McFarlane Toys makes "mixed race" dolls-- there are at least three versions of "Neo", Keanu Reeves' character in "The Matrix" & "...Reloaded" currently available. There was an earlier doll of Keanu Reeves as "Ted" (from the "Bill & Ted" movies)-- and "Ted", as a character, was mixed race, as well as being portrayed by a mixed-race ("hapa") actor. Some other company has come out with a Halle Berry doll-- I think it was her character from the James Bond movie....

It's hard to tell, or even keep up with, all the superhero, GI Joe and other action figures, but probably some are "mixed race", if not "mixed species" or totally "alien". Not that it matters-- it's just important what "super powers" and/or weapons they have.

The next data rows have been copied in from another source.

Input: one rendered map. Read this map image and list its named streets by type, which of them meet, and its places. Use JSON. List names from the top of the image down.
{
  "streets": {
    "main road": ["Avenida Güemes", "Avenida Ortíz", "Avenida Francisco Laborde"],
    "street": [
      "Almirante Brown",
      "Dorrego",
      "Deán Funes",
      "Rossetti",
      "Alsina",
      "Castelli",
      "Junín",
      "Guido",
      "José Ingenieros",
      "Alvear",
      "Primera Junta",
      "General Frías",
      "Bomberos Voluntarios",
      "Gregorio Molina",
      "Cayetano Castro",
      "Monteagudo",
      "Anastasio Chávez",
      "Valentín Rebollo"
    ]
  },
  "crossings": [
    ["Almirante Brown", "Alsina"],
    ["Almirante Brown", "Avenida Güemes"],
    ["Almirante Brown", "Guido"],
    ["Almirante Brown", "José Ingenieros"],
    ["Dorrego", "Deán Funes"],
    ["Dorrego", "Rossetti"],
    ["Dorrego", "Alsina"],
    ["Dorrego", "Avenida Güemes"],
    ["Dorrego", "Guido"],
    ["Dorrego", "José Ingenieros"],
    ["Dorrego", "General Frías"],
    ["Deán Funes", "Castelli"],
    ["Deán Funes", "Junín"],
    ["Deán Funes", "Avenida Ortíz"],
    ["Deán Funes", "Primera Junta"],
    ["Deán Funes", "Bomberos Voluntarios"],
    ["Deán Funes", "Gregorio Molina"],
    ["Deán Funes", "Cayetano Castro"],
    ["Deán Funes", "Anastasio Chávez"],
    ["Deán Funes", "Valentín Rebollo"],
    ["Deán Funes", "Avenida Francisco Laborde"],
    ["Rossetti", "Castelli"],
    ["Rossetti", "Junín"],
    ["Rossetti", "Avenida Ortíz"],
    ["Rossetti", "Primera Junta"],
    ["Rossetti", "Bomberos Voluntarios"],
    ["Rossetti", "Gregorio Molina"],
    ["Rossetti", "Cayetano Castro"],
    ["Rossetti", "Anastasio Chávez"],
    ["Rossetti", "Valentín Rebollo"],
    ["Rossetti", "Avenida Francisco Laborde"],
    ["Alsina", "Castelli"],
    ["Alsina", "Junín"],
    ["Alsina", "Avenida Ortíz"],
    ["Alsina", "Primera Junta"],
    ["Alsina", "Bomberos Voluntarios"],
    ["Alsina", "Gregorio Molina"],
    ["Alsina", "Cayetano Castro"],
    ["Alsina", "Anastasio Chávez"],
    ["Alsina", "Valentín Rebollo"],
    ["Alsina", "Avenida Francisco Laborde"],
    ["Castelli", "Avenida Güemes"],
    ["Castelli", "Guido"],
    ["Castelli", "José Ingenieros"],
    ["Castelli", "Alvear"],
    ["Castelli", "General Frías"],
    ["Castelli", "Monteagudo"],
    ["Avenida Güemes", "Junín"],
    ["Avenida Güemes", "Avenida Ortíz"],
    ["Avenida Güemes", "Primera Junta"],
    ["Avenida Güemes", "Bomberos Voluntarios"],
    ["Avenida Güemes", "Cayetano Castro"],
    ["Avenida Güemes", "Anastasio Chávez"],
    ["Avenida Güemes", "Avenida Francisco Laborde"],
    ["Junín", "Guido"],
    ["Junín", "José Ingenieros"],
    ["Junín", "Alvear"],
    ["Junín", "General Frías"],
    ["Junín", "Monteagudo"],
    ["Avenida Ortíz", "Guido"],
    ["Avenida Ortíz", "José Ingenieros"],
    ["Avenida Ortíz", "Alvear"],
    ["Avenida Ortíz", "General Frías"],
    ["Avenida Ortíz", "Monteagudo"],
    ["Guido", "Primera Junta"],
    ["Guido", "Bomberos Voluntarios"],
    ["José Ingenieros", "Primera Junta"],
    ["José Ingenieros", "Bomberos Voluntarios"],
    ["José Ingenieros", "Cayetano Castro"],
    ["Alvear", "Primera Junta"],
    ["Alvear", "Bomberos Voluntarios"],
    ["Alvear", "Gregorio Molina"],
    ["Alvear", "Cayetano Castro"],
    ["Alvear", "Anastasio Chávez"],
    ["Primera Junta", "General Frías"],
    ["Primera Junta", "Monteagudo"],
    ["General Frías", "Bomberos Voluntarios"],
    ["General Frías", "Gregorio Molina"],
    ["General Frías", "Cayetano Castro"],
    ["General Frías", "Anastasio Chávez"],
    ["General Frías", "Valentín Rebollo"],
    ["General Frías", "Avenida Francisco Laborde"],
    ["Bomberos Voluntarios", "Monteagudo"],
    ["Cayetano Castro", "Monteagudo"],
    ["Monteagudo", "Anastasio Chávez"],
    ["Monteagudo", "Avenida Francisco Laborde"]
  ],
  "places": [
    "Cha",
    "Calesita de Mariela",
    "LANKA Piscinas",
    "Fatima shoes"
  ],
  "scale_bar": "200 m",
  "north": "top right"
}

The only time "mixed-race" becomes an issue, is if s/he "inherits" more than one cultural background that defines the character.

Then there are the anime character dolls.... Not all of those are of the human race, and even the ones that are don't particularly look like it, but if you want "ethnicity free" poppets, they would be the way to go: big blue eyes set a-slant in a cafe-au-lait face, with bright red (or green) hair... sometimes pointy, furry ears... maybe a bushy tail.... "Sailor Moon", despite being a blue-eyed blonde, is accepted as being Japanese.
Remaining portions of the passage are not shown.